The United States needs to tackle its patterns of discrimination and abuses against its minority populations, just as Australia’s refugee camps, decried by much of the country’s own population, require focused attention and solutions. The United States and middle-power democracies can best address their weaknesses by dispelling this hypocrisy by doing better domestically, not doing less internationally. Their efforts to improve their democracies at home, and to shore up democracy and human rights abroad, should be simultaneous, intimately connected endeavors.
Since the end of the Soviet Union, democracies have not had to address systematic human rights abuses in a country that was also a great power.

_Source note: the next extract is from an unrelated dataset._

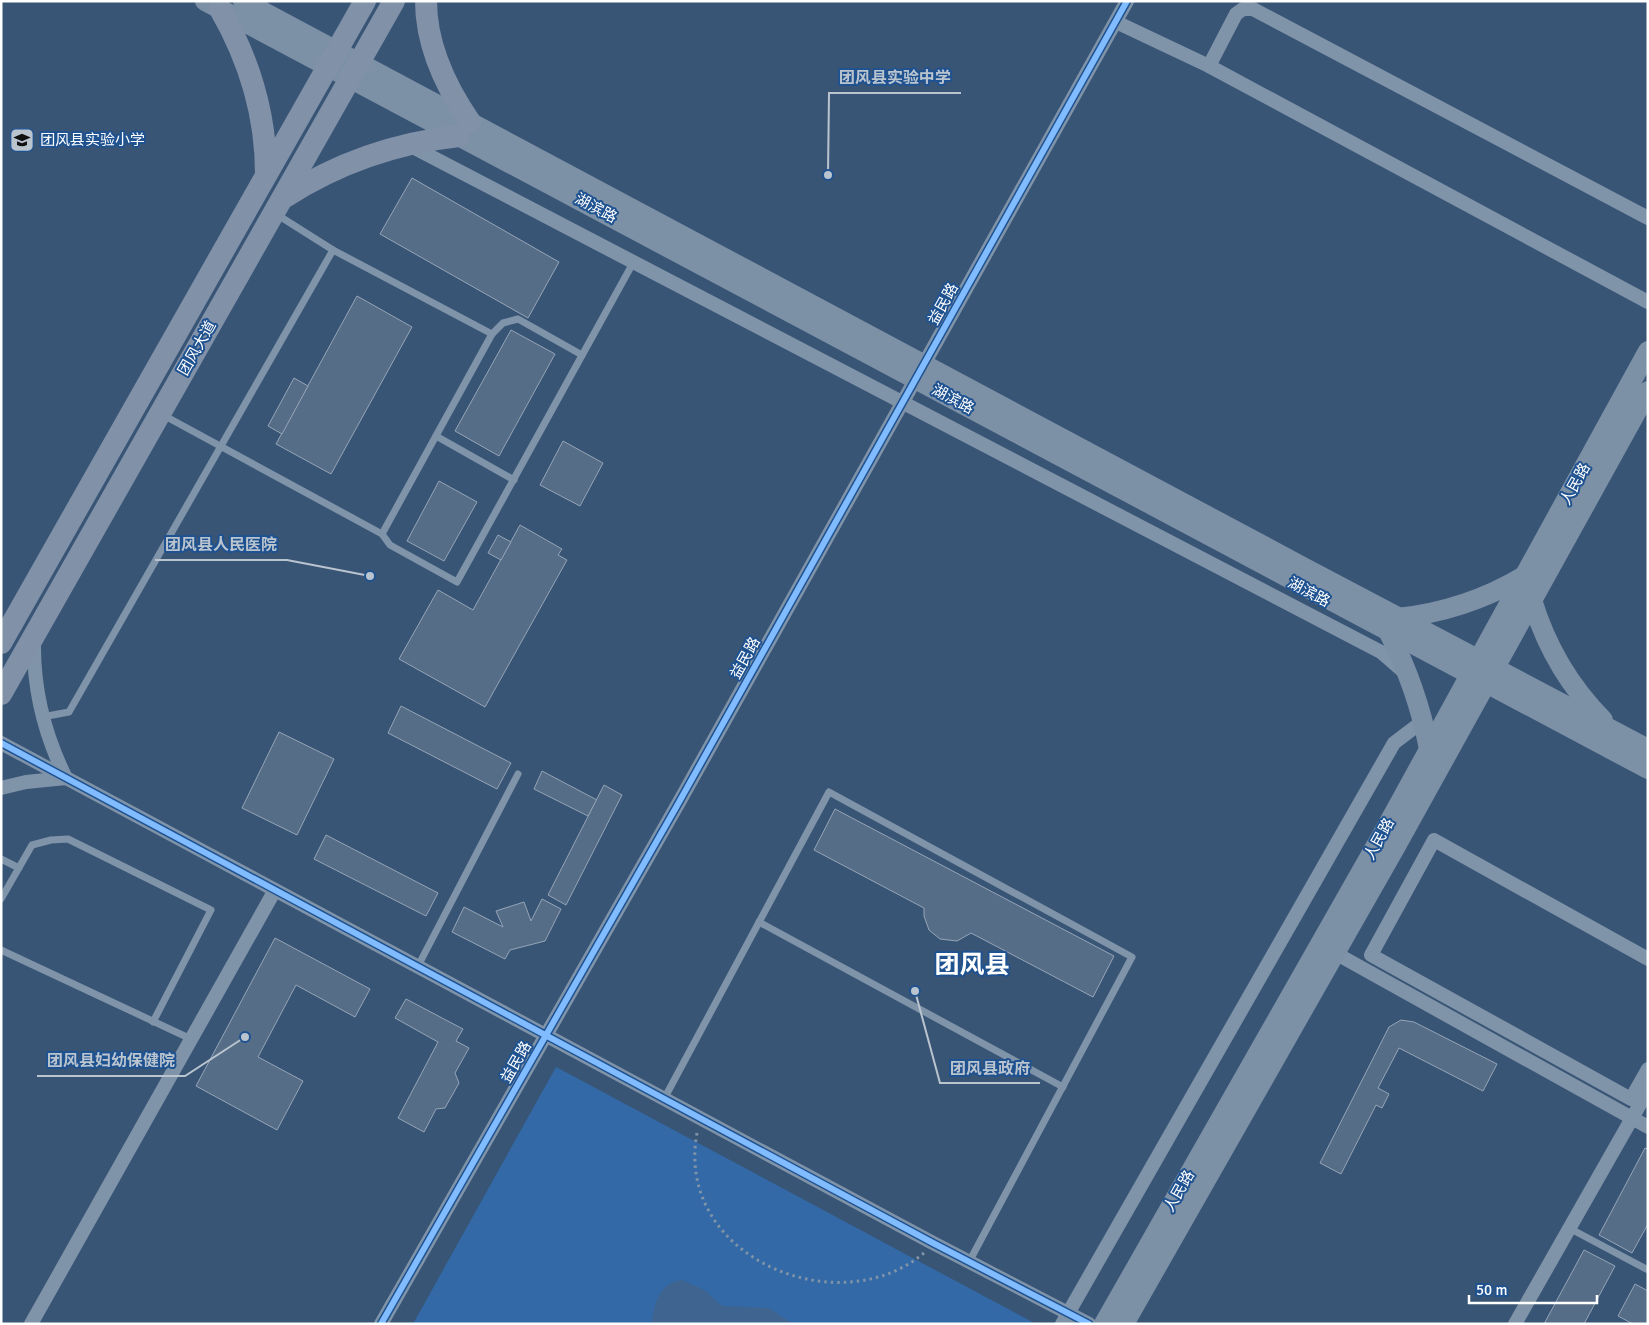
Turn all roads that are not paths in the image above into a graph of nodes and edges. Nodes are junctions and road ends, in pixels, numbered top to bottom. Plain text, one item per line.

The main tool used to act during the Cold War, the Helsinki Accords, provides an instructive path forward. In 1975, when the Helsinki Final Act was signed, only one-third of countries around the globe were democracies, and many of these states were facing internal discord, violence, and unrest far beyond what is occurring today. But they nevertheless banded together to begin a fifteen-year effort to roll back authoritarianism. U.S. President Joe Biden and his administration’s efforts to forge democratic solidarity with middle-power democracies is perhaps a first step in a broader, iterative strategy that could return global democracy to that position of strength.